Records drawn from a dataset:
============

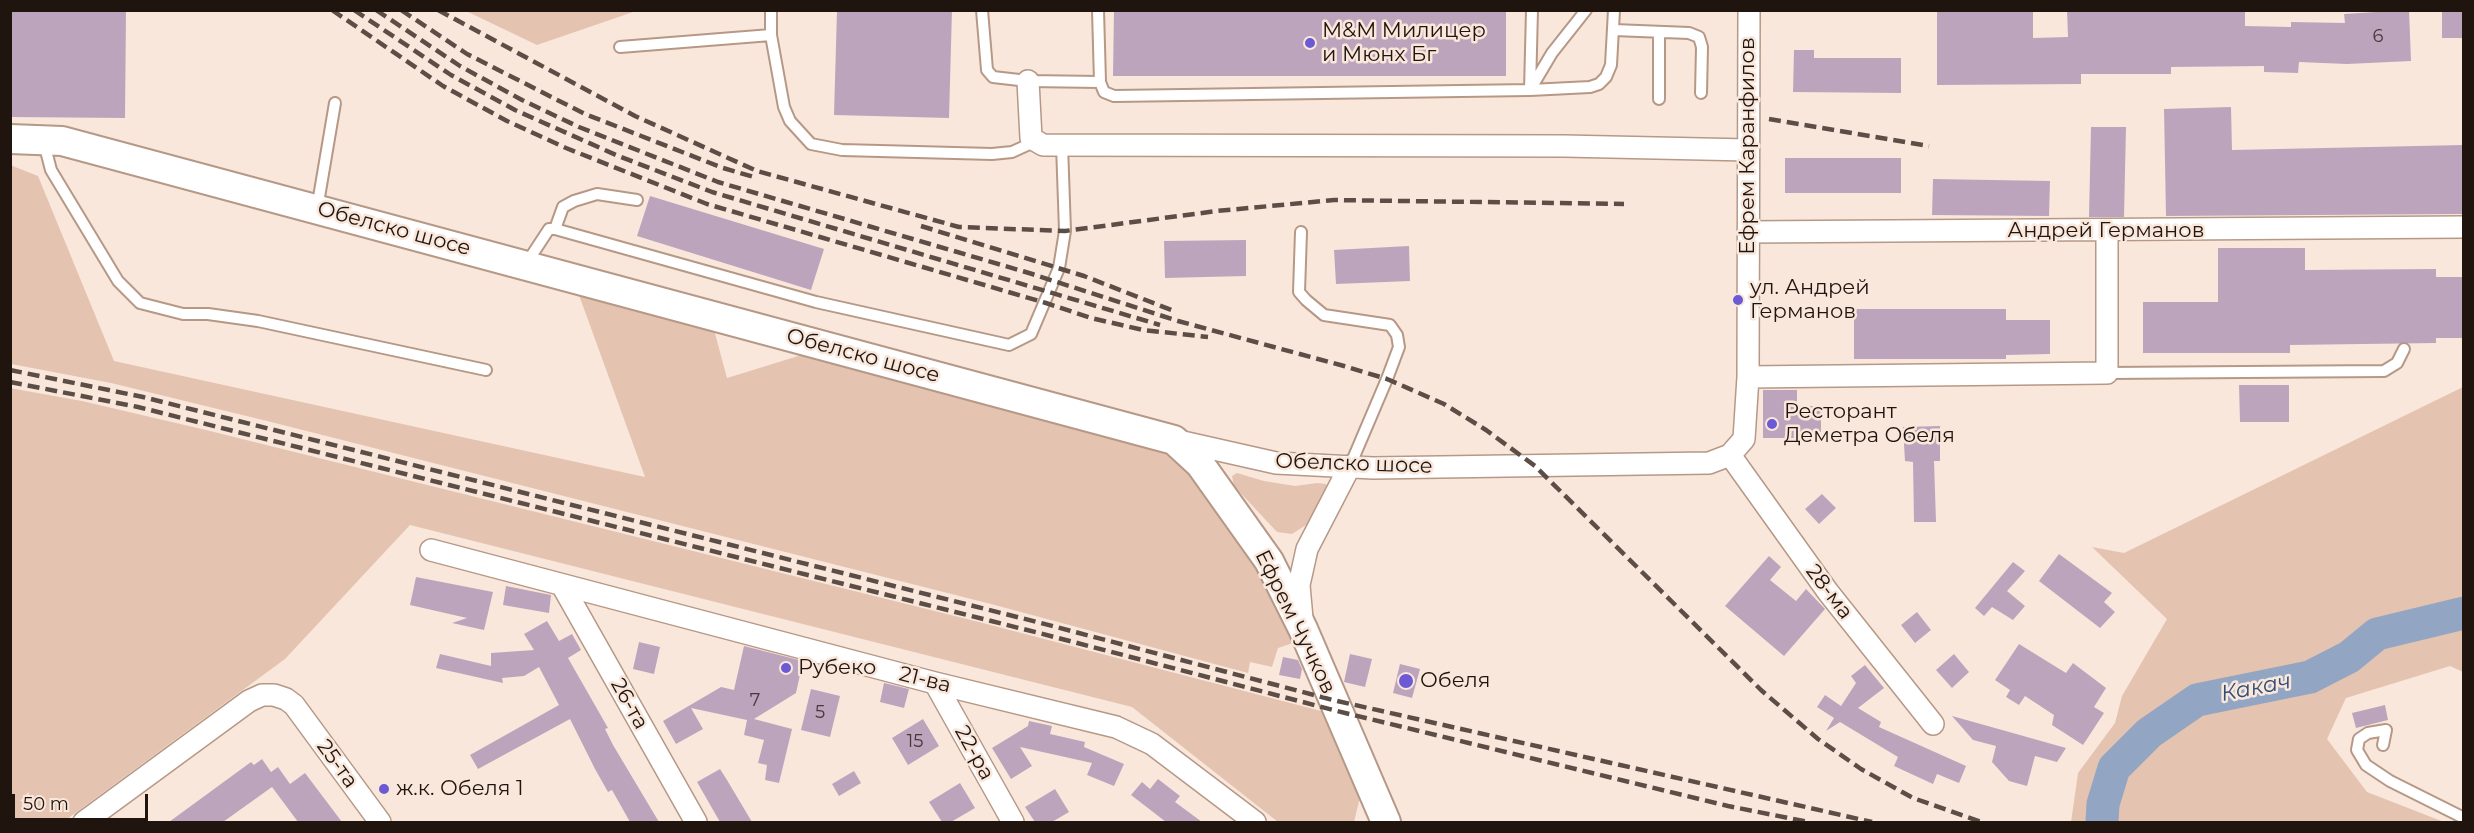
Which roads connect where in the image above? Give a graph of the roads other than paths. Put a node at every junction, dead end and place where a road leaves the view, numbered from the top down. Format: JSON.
{"nodes":[{"id":1,"x":771,"y":10,"type":"edge"},
{"id":2,"x":982,"y":10,"type":"edge"},
{"id":3,"x":1098,"y":10,"type":"edge"},
{"id":4,"x":1532,"y":10,"type":"edge"},
{"id":5,"x":1586,"y":10,"type":"edge"},
{"id":6,"x":1614,"y":10,"type":"edge"},
{"id":7,"x":1749,"y":10,"type":"edge"},
{"id":8,"x":1614,"y":30,"type":"junction"},
{"id":9,"x":1659,"y":33,"type":"junction"},
{"id":10,"x":771,"y":35,"type":"junction"},
{"id":11,"x":620,"y":47,"type":"dead end"},
{"id":12,"x":1028,"y":81,"type":"junction"},
{"id":13,"x":1100,"y":82,"type":"junction"},
{"id":14,"x":1530,"y":90,"type":"junction"},
{"id":15,"x":1701,"y":93,"type":"dead end"},
{"id":16,"x":1659,"y":99,"type":"dead end"},
{"id":17,"x":335,"y":103,"type":"dead end"},
{"id":18,"x":10,"y":139,"type":"edge"},
{"id":19,"x":44,"y":140,"type":"junction"},
{"id":20,"x":1034,"y":142,"type":"junction"},
{"id":21,"x":1062,"y":145,"type":"junction"},
{"id":22,"x":1748,"y":150,"type":"junction"},
{"id":23,"x":637,"y":200,"type":"dead end"},
{"id":24,"x":317,"y":208,"type":"junction"},
{"id":25,"x":2463,"y":227,"type":"edge"},
{"id":26,"x":555,"y":230,"type":"junction"},
{"id":27,"x":1301,"y":232,"type":"dead end"},
{"id":28,"x":1748,"y":232,"type":"junction"},
{"id":29,"x":2107,"y":232,"type":"junction"},
{"id":30,"x":526,"y":265,"type":"junction"},
{"id":31,"x":2404,"y":350,"type":"dead end"},
{"id":32,"x":486,"y":370,"type":"dead end"},
{"id":33,"x":2107,"y":373,"type":"junction"},
{"id":34,"x":1748,"y":377,"type":"junction"},
{"id":35,"x":1174,"y":440,"type":"junction"},
{"id":36,"x":1730,"y":455,"type":"junction"},
{"id":37,"x":1350,"y":466,"type":"junction"},
{"id":38,"x":431,"y":550,"type":"dead end"},
{"id":39,"x":562,"y":585,"type":"junction"},
{"id":40,"x":1303,"y":629,"type":"junction"},
{"id":41,"x":935,"y":683,"type":"junction"},
{"id":42,"x":1933,"y":724,"type":"dead end"},
{"id":43,"x":2383,"y":745,"type":"dead end"},
{"id":44,"x":2463,"y":818,"type":"edge"},
{"id":45,"x":1383,"y":819,"type":"edge"},
{"id":46,"x":84,"y":822,"type":"edge"},
{"id":47,"x":380,"y":822,"type":"edge"},
{"id":48,"x":696,"y":822,"type":"edge"},
{"id":49,"x":1013,"y":822,"type":"edge"},
{"id":50,"x":1255,"y":822,"type":"edge"}],
"edges":[{"from":1,"to":10,"type":"lane"},
{"from":2,"to":12,"type":"lane"},
{"from":3,"to":13,"type":"lane"},
{"from":4,"to":14,"type":"lane"},
{"from":5,"to":14,"type":"lane"},
{"from":6,"to":8,"type":"lane"},
{"from":7,"to":22,"type":"street","name":"Ефрем Каранфилов"},
{"from":8,"to":9,"type":"lane"},
{"from":8,"to":14,"type":"lane"},
{"from":9,"to":15,"type":"lane"},
{"from":9,"to":16,"type":"lane"},
{"from":10,"to":11,"type":"lane"},
{"from":10,"to":20,"type":"lane"},
{"from":12,"to":13,"type":"lane"},
{"from":12,"to":20,"type":"street"},
{"from":13,"to":14,"type":"lane"},
{"from":17,"to":24,"type":"lane"},
{"from":18,"to":19,"type":"street","name":"Обелско шосе"},
{"from":19,"to":24,"type":"street","name":"Обелско шосе"},
{"from":19,"to":32,"type":"lane"},
{"from":20,"to":21,"type":"street"},
{"from":21,"to":22,"type":"street"},
{"from":21,"to":26,"type":"lane"},
{"from":22,"to":28,"type":"street","name":"Ефрем Каранфилов"},
{"from":23,"to":26,"type":"lane"},
{"from":24,"to":30,"type":"street","name":"Обелско шосе"},
{"from":25,"to":29,"type":"street","name":"Андрей Германов"},
{"from":26,"to":30,"type":"lane"},
{"from":27,"to":37,"type":"lane"},
{"from":28,"to":29,"type":"street","name":"Андрей Германов"},
{"from":28,"to":34,"type":"street","name":"Ефрем Каранфилов"},
{"from":29,"to":33,"type":"street"},
{"from":30,"to":35,"type":"street","name":"Обелско шосе"},
{"from":31,"to":33,"type":"lane"},
{"from":33,"to":34,"type":"street"},
{"from":34,"to":36,"type":"street","name":"Ефрем Каранфилов"},
{"from":35,"to":37,"type":"street","name":"Обелско шосе"},
{"from":35,"to":40,"type":"street","name":"Ефрем Чучков"},
{"from":36,"to":37,"type":"street","name":"Обелско шосе"},
{"from":36,"to":42,"type":"street","name":"28-ма"},
{"from":37,"to":40,"type":"street"},
{"from":38,"to":39,"type":"street","name":"21-ва"},
{"from":39,"to":41,"type":"street","name":"21-ва"},
{"from":39,"to":48,"type":"street","name":"26-та"},
{"from":40,"to":45,"type":"street","name":"Ефрем Чучков"},
{"from":41,"to":49,"type":"street","name":"22-ра"},
{"from":41,"to":50,"type":"street","name":"21-ва"},
{"from":43,"to":44,"type":"lane"},
{"from":46,"to":47,"type":"street","name":"25-та"}]}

============

__Work to be completed__.
Every line of the data is to be transcribed exactly, and no picture is to be included.

__Answer section__.
Which roads connect where in the image above? Give a graph of the roads other than paths. Put a node at every junction, dead end and place where a road leaves the view, numbered from the top down. Format: JSON.
{"nodes":[{"id":1,"x":771,"y":10,"type":"edge"},
{"id":2,"x":982,"y":10,"type":"edge"},
{"id":3,"x":1098,"y":10,"type":"edge"},
{"id":4,"x":1532,"y":10,"type":"edge"},
{"id":5,"x":1586,"y":10,"type":"edge"},
{"id":6,"x":1614,"y":10,"type":"edge"},
{"id":7,"x":1749,"y":10,"type":"edge"},
{"id":8,"x":1614,"y":30,"type":"junction"},
{"id":9,"x":1659,"y":33,"type":"junction"},
{"id":10,"x":771,"y":35,"type":"junction"},
{"id":11,"x":620,"y":47,"type":"dead end"},
{"id":12,"x":1028,"y":81,"type":"junction"},
{"id":13,"x":1100,"y":82,"type":"junction"},
{"id":14,"x":1530,"y":90,"type":"junction"},
{"id":15,"x":1701,"y":93,"type":"dead end"},
{"id":16,"x":1659,"y":99,"type":"dead end"},
{"id":17,"x":335,"y":103,"type":"dead end"},
{"id":18,"x":10,"y":139,"type":"edge"},
{"id":19,"x":44,"y":140,"type":"junction"},
{"id":20,"x":1034,"y":142,"type":"junction"},
{"id":21,"x":1062,"y":145,"type":"junction"},
{"id":22,"x":1748,"y":150,"type":"junction"},
{"id":23,"x":637,"y":200,"type":"dead end"},
{"id":24,"x":317,"y":208,"type":"junction"},
{"id":25,"x":2463,"y":227,"type":"edge"},
{"id":26,"x":555,"y":230,"type":"junction"},
{"id":27,"x":1301,"y":232,"type":"dead end"},
{"id":28,"x":1748,"y":232,"type":"junction"},
{"id":29,"x":2107,"y":232,"type":"junction"},
{"id":30,"x":526,"y":265,"type":"junction"},
{"id":31,"x":2404,"y":350,"type":"dead end"},
{"id":32,"x":486,"y":370,"type":"dead end"},
{"id":33,"x":2107,"y":373,"type":"junction"},
{"id":34,"x":1748,"y":377,"type":"junction"},
{"id":35,"x":1174,"y":440,"type":"junction"},
{"id":36,"x":1730,"y":455,"type":"junction"},
{"id":37,"x":1350,"y":466,"type":"junction"},
{"id":38,"x":431,"y":550,"type":"dead end"},
{"id":39,"x":562,"y":585,"type":"junction"},
{"id":40,"x":1303,"y":629,"type":"junction"},
{"id":41,"x":935,"y":683,"type":"junction"},
{"id":42,"x":1933,"y":724,"type":"dead end"},
{"id":43,"x":2383,"y":745,"type":"dead end"},
{"id":44,"x":2463,"y":818,"type":"edge"},
{"id":45,"x":1383,"y":819,"type":"edge"},
{"id":46,"x":84,"y":822,"type":"edge"},
{"id":47,"x":380,"y":822,"type":"edge"},
{"id":48,"x":696,"y":822,"type":"edge"},
{"id":49,"x":1013,"y":822,"type":"edge"},
{"id":50,"x":1255,"y":822,"type":"edge"}],
"edges":[{"from":1,"to":10,"type":"lane"},
{"from":2,"to":12,"type":"lane"},
{"from":3,"to":13,"type":"lane"},
{"from":4,"to":14,"type":"lane"},
{"from":5,"to":14,"type":"lane"},
{"from":6,"to":8,"type":"lane"},
{"from":7,"to":22,"type":"street","name":"Ефрем Каранфилов"},
{"from":8,"to":9,"type":"lane"},
{"from":8,"to":14,"type":"lane"},
{"from":9,"to":15,"type":"lane"},
{"from":9,"to":16,"type":"lane"},
{"from":10,"to":11,"type":"lane"},
{"from":10,"to":20,"type":"lane"},
{"from":12,"to":13,"type":"lane"},
{"from":12,"to":20,"type":"street"},
{"from":13,"to":14,"type":"lane"},
{"from":17,"to":24,"type":"lane"},
{"from":18,"to":19,"type":"street","name":"Обелско шосе"},
{"from":19,"to":24,"type":"street","name":"Обелско шосе"},
{"from":19,"to":32,"type":"lane"},
{"from":20,"to":21,"type":"street"},
{"from":21,"to":22,"type":"street"},
{"from":21,"to":26,"type":"lane"},
{"from":22,"to":28,"type":"street","name":"Ефрем Каранфилов"},
{"from":23,"to":26,"type":"lane"},
{"from":24,"to":30,"type":"street","name":"Обелско шосе"},
{"from":25,"to":29,"type":"street","name":"Андрей Германов"},
{"from":26,"to":30,"type":"lane"},
{"from":27,"to":37,"type":"lane"},
{"from":28,"to":29,"type":"street","name":"Андрей Германов"},
{"from":28,"to":34,"type":"street","name":"Ефрем Каранфилов"},
{"from":29,"to":33,"type":"street"},
{"from":30,"to":35,"type":"street","name":"Обелско шосе"},
{"from":31,"to":33,"type":"lane"},
{"from":33,"to":34,"type":"street"},
{"from":34,"to":36,"type":"street","name":"Ефрем Каранфилов"},
{"from":35,"to":37,"type":"street","name":"Обелско шосе"},
{"from":35,"to":40,"type":"street","name":"Ефрем Чучков"},
{"from":36,"to":37,"type":"street","name":"Обелско шосе"},
{"from":36,"to":42,"type":"street","name":"28-ма"},
{"from":37,"to":40,"type":"street"},
{"from":38,"to":39,"type":"street","name":"21-ва"},
{"from":39,"to":41,"type":"street","name":"21-ва"},
{"from":39,"to":48,"type":"street","name":"26-та"},
{"from":40,"to":45,"type":"street","name":"Ефрем Чучков"},
{"from":41,"to":49,"type":"street","name":"22-ра"},
{"from":41,"to":50,"type":"street","name":"21-ва"},
{"from":43,"to":44,"type":"lane"},
{"from":46,"to":47,"type":"street","name":"25-та"}]}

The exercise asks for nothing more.